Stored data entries
★ ★ ★ ★ ★ ★ ★

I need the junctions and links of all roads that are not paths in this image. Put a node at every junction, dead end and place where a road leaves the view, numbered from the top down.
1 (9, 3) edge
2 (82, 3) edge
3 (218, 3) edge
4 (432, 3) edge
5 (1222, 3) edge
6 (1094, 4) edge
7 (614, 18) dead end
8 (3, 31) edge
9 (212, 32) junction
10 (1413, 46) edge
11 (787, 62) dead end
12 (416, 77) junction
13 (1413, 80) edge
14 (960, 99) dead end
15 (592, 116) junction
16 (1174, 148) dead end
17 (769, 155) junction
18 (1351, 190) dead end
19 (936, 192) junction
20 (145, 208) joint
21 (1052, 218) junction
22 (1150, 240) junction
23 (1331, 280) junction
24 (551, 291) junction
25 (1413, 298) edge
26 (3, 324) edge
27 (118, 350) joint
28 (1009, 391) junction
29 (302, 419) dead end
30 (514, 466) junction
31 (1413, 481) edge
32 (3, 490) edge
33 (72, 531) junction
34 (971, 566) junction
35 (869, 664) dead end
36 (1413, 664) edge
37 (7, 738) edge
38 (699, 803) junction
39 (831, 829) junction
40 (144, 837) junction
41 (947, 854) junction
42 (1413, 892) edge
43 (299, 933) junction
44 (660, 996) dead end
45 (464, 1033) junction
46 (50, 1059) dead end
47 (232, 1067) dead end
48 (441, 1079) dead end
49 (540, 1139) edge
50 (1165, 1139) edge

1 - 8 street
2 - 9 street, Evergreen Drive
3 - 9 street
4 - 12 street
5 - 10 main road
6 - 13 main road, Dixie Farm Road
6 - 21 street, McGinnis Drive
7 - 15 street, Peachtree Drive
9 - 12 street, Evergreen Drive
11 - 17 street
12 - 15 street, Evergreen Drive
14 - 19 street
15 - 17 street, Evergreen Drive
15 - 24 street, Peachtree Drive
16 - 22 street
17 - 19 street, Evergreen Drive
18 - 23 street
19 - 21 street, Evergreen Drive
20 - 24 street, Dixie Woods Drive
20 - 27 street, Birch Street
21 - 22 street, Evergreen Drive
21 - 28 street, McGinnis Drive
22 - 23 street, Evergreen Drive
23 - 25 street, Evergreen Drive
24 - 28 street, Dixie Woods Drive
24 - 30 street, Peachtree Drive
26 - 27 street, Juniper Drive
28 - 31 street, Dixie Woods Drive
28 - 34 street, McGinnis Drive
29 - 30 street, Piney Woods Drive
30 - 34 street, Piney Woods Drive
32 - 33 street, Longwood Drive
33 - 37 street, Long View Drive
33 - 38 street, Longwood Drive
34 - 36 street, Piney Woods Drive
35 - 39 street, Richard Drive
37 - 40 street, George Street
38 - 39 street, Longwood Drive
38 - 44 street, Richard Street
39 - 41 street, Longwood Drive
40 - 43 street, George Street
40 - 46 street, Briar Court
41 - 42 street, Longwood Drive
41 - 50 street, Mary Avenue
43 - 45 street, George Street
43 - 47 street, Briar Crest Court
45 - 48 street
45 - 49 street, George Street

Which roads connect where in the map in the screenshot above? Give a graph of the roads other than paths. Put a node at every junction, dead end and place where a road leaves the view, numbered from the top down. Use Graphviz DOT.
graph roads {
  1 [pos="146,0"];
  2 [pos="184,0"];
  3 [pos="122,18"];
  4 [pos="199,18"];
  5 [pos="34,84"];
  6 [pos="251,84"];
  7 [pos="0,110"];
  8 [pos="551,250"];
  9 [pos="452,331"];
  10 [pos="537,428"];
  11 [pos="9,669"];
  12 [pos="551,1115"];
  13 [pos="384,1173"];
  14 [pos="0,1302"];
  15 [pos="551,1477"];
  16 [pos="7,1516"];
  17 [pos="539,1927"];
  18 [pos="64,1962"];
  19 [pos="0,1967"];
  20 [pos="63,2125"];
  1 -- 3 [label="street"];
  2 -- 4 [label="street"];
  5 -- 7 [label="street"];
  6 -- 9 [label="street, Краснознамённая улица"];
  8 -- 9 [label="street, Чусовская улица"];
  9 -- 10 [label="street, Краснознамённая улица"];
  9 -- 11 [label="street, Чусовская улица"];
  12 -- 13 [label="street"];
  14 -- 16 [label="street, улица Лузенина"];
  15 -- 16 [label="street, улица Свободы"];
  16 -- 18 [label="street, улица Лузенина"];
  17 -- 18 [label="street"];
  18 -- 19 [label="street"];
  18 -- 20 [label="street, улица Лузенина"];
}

★ ★ ★ ★ ★ ★ ★

§ What the task requires
Reproduce the records exactly as they appear.

§ Solved exercise
I need the junctions and links of all roads that are not paths in this image. Put a node at every junction, dead end and place where a road leaves the view, numbered from the top down.
1 (9, 3) edge
2 (82, 3) edge
3 (218, 3) edge
4 (432, 3) edge
5 (1222, 3) edge
6 (1094, 4) edge
7 (614, 18) dead end
8 (3, 31) edge
9 (212, 32) junction
10 (1413, 46) edge
11 (787, 62) dead end
12 (416, 77) junction
13 (1413, 80) edge
14 (960, 99) dead end
15 (592, 116) junction
16 (1174, 148) dead end
17 (769, 155) junction
18 (1351, 190) dead end
19 (936, 192) junction
20 (145, 208) joint
21 (1052, 218) junction
22 (1150, 240) junction
23 (1331, 280) junction
24 (551, 291) junction
25 (1413, 298) edge
26 (3, 324) edge
27 (118, 350) joint
28 (1009, 391) junction
29 (302, 419) dead end
30 (514, 466) junction
31 (1413, 481) edge
32 (3, 490) edge
33 (72, 531) junction
34 (971, 566) junction
35 (869, 664) dead end
36 (1413, 664) edge
37 (7, 738) edge
38 (699, 803) junction
39 (831, 829) junction
40 (144, 837) junction
41 (947, 854) junction
42 (1413, 892) edge
43 (299, 933) junction
44 (660, 996) dead end
45 (464, 1033) junction
46 (50, 1059) dead end
47 (232, 1067) dead end
48 (441, 1079) dead end
49 (540, 1139) edge
50 (1165, 1139) edge

1 - 8 street
2 - 9 street, Evergreen Drive
3 - 9 street
4 - 12 street
5 - 10 main road
6 - 13 main road, Dixie Farm Road
6 - 21 street, McGinnis Drive
7 - 15 street, Peachtree Drive
9 - 12 street, Evergreen Drive
11 - 17 street
12 - 15 street, Evergreen Drive
14 - 19 street
15 - 17 street, Evergreen Drive
15 - 24 street, Peachtree Drive
16 - 22 street
17 - 19 street, Evergreen Drive
18 - 23 street
19 - 21 street, Evergreen Drive
20 - 24 street, Dixie Woods Drive
20 - 27 street, Birch Street
21 - 22 street, Evergreen Drive
21 - 28 street, McGinnis Drive
22 - 23 street, Evergreen Drive
23 - 25 street, Evergreen Drive
24 - 28 street, Dixie Woods Drive
24 - 30 street, Peachtree Drive
26 - 27 street, Juniper Drive
28 - 31 street, Dixie Woods Drive
28 - 34 street, McGinnis Drive
29 - 30 street, Piney Woods Drive
30 - 34 street, Piney Woods Drive
32 - 33 street, Longwood Drive
33 - 37 street, Long View Drive
33 - 38 street, Longwood Drive
34 - 36 street, Piney Woods Drive
35 - 39 street, Richard Drive
37 - 40 street, George Street
38 - 39 street, Longwood Drive
38 - 44 street, Richard Street
39 - 41 street, Longwood Drive
40 - 43 street, George Street
40 - 46 street, Briar Court
41 - 42 street, Longwood Drive
41 - 50 street, Mary Avenue
43 - 45 street, George Street
43 - 47 street, Briar Crest Court
45 - 48 street
45 - 49 street, George Street

Which roads connect where in the map in the screenshot above? Give a graph of the roads other than paths. Put a node at every junction, dead end and place where a road leaves the view, numbered from the top down. Use Graphviz DOT.
graph roads {
  1 [pos="146,0"];
  2 [pos="184,0"];
  3 [pos="122,18"];
  4 [pos="199,18"];
  5 [pos="34,84"];
  6 [pos="251,84"];
  7 [pos="0,110"];
  8 [pos="551,250"];
  9 [pos="452,331"];
  10 [pos="537,428"];
  11 [pos="9,669"];
  12 [pos="551,1115"];
  13 [pos="384,1173"];
  14 [pos="0,1302"];
  15 [pos="551,1477"];
  16 [pos="7,1516"];
  17 [pos="539,1927"];
  18 [pos="64,1962"];
  19 [pos="0,1967"];
  20 [pos="63,2125"];
  1 -- 3 [label="street"];
  2 -- 4 [label="street"];
  5 -- 7 [label="street"];
  6 -- 9 [label="street, Краснознамённая улица"];
  8 -- 9 [label="street, Чусовская улица"];
  9 -- 10 [label="street, Краснознамённая улица"];
  9 -- 11 [label="street, Чусовская улица"];
  12 -- 13 [label="street"];
  14 -- 16 [label="street, улица Лузенина"];
  15 -- 16 [label="street, улица Свободы"];
  16 -- 18 [label="street, улица Лузенина"];
  17 -- 18 [label="street"];
  18 -- 19 [label="street"];
  18 -- 20 [label="street, улица Лузенина"];
}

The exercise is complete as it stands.